(V)ariant (A)nalysis (P)ipeline
Thank you for your interest in using the Variant Analysis Pipeline. VAP is a comprehensive workflow for reference mapping and variant detection of genomic and transcriptomic reads using a suite of bioinformatics tools.
Article Source:
Variant analysis pipeline for accurate detection of genomic variants from transcriptome sequencing data Adetunji MO, Lamont SJ, Abasht B, Schmidt CJ (2019) Variant analysis pipeline for accurate detection of genomic variants from transcriptome sequencing data. PLOS ONE 14(9): e0216838. https://doi.org/10.1371/journal.pone.0216838
Bioinformatic tools
Bioinformatic tools are grouped based on sequencing reads
Genomic Sequencing
- BOWTIE2
- BWA
Transcriptomic Sequencing
- TOPHAT2
- STAR (2-PASS)
- HISAT2
Variant Calling (for both Genomic/Transcriptomic Sequencing)
- PICARD + GATK HaplotypeCaller
- sort, addreadgroups, markduplicates using Picard Tools.
- split cigar reads using GATK from Transcriptomic Sequencing reads.
- variant detection using GATK.
N.B. : parameters of all tools are set to default.
Software used to design the VAP workflow are:
Software | Version |
---|---|
TopHat2 | 2.1.1 |
HiSAT2 | 2.1.0 |
STAR | 2.5.2b |
SAMtools | 1.4.1 |
Picard tools | 2.13.2 |
GATK | 3.8 |
BWA-mem | 0.7.17 |
BOWTIE2 | 2.3.5.1 |
Current pipeline is not compatible with GATK v4
Contact maintainer to make custom changes to the different tools
Things to be aware of
Job File
- change config_job.file file with settings or renamed as required.

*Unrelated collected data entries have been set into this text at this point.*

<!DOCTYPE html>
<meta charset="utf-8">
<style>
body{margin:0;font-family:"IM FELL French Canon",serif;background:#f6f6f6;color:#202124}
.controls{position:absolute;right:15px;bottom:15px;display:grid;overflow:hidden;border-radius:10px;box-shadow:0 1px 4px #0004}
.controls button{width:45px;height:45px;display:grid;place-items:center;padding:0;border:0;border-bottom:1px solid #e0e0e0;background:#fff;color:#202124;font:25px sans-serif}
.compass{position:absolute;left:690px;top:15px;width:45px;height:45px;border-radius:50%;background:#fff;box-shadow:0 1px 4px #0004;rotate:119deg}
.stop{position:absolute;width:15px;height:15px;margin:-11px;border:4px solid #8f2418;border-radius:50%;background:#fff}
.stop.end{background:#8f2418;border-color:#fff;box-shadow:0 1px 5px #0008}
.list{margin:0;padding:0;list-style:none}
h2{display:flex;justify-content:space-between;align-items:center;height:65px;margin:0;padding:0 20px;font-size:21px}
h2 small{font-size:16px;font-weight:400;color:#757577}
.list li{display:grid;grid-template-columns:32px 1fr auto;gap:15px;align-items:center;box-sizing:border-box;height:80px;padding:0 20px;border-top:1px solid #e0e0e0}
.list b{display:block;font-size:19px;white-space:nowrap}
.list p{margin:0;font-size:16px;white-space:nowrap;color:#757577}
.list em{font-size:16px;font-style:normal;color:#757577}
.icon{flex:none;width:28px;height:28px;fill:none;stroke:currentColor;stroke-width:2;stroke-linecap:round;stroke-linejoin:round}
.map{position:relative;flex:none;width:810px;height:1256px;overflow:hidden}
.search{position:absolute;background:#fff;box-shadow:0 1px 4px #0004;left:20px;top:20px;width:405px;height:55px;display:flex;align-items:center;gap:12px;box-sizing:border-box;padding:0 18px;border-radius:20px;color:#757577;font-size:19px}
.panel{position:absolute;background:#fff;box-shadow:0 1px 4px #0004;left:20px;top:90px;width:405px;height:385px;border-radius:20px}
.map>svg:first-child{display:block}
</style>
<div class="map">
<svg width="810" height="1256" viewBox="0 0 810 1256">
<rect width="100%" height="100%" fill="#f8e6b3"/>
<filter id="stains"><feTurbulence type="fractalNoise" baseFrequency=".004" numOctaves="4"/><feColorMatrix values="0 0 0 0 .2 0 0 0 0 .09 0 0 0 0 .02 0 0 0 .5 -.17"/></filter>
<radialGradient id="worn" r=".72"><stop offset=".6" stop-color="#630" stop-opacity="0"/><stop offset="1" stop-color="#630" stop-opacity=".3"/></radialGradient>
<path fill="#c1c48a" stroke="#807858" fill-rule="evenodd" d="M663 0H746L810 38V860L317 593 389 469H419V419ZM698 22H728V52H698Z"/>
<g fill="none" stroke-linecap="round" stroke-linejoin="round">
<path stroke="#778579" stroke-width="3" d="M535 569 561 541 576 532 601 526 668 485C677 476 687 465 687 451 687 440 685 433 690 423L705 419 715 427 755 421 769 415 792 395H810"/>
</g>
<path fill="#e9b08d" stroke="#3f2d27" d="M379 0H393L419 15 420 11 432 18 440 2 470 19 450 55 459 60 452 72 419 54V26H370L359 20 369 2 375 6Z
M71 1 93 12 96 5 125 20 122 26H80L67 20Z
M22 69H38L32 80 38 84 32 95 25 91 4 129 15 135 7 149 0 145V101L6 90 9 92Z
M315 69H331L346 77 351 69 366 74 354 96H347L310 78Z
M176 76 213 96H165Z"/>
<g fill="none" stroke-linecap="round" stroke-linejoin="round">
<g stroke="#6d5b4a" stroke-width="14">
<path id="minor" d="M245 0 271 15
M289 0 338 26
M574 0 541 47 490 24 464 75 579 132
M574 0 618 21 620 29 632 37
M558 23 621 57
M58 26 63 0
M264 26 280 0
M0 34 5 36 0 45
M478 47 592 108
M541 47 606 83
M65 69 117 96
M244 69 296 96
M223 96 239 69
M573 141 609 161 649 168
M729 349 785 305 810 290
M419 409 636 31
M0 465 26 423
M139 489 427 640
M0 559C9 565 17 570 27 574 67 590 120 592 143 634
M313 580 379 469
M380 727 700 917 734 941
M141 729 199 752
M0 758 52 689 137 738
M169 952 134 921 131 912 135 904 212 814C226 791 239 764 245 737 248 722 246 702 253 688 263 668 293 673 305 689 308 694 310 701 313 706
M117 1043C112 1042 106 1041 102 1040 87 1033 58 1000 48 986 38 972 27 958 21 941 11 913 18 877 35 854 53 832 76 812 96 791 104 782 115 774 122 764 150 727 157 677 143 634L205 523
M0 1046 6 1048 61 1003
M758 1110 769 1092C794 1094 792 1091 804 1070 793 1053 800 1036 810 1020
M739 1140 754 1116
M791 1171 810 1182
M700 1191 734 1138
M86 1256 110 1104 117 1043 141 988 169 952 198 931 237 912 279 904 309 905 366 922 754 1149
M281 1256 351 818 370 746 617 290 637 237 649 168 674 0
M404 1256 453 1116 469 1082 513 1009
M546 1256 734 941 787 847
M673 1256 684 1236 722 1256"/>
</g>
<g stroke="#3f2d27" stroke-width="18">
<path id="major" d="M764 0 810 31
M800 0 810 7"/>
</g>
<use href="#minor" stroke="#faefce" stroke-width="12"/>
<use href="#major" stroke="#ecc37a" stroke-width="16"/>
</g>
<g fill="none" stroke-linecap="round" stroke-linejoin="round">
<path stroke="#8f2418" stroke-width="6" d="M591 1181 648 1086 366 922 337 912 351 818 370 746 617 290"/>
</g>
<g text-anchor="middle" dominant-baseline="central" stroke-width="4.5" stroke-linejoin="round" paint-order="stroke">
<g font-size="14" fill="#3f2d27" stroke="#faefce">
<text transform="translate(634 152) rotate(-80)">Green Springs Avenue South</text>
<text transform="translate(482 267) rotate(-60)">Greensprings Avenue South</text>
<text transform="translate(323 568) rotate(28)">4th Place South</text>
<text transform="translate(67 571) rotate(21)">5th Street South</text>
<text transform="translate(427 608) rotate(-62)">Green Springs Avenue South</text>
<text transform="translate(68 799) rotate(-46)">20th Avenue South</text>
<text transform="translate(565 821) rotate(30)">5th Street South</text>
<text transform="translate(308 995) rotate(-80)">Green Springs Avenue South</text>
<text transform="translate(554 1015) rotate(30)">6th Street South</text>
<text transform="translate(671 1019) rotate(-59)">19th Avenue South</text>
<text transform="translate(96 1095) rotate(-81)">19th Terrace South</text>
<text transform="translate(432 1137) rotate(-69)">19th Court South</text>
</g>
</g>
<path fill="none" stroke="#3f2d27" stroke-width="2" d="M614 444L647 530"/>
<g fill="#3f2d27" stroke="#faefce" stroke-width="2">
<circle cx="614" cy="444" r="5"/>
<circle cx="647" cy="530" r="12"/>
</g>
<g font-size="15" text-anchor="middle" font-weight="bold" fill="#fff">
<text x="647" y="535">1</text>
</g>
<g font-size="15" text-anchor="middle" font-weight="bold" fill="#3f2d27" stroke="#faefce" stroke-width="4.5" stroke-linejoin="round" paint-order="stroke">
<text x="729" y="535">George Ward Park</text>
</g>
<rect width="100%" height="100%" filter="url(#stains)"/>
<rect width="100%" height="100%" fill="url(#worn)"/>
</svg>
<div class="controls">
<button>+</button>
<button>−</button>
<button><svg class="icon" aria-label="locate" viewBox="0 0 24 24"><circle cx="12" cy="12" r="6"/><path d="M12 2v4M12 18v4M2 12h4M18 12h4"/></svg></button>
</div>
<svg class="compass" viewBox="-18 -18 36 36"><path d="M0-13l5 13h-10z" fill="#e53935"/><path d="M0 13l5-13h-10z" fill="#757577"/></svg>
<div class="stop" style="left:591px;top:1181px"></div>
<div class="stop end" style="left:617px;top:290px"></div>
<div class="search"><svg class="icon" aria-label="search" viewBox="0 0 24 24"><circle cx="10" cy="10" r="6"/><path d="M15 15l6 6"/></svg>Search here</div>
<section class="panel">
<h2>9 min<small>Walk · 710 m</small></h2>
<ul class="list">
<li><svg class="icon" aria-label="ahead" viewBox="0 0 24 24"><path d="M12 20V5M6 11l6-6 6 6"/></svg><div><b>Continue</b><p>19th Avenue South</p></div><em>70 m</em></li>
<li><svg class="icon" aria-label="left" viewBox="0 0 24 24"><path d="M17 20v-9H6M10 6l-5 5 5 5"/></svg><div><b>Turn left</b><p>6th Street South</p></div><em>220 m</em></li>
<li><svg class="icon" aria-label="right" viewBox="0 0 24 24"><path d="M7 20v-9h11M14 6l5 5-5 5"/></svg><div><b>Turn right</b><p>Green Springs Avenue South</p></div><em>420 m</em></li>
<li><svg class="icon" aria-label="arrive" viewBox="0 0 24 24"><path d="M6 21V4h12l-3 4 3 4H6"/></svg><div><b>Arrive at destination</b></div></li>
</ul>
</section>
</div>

- If parameters are not needed, they must be either removed or changed to false
- Needed workflows (prefix: run) must be change to true (case-sensitive)
e.g : SAM = false (this means there is no sam file) else input the file directory
/path/to/samfiles/*sam
e.g : runTopHAT = true (this means the pipeline should run TopHAT2)
- Needed workflows (prefix: run) must be change to true (case-sensitive)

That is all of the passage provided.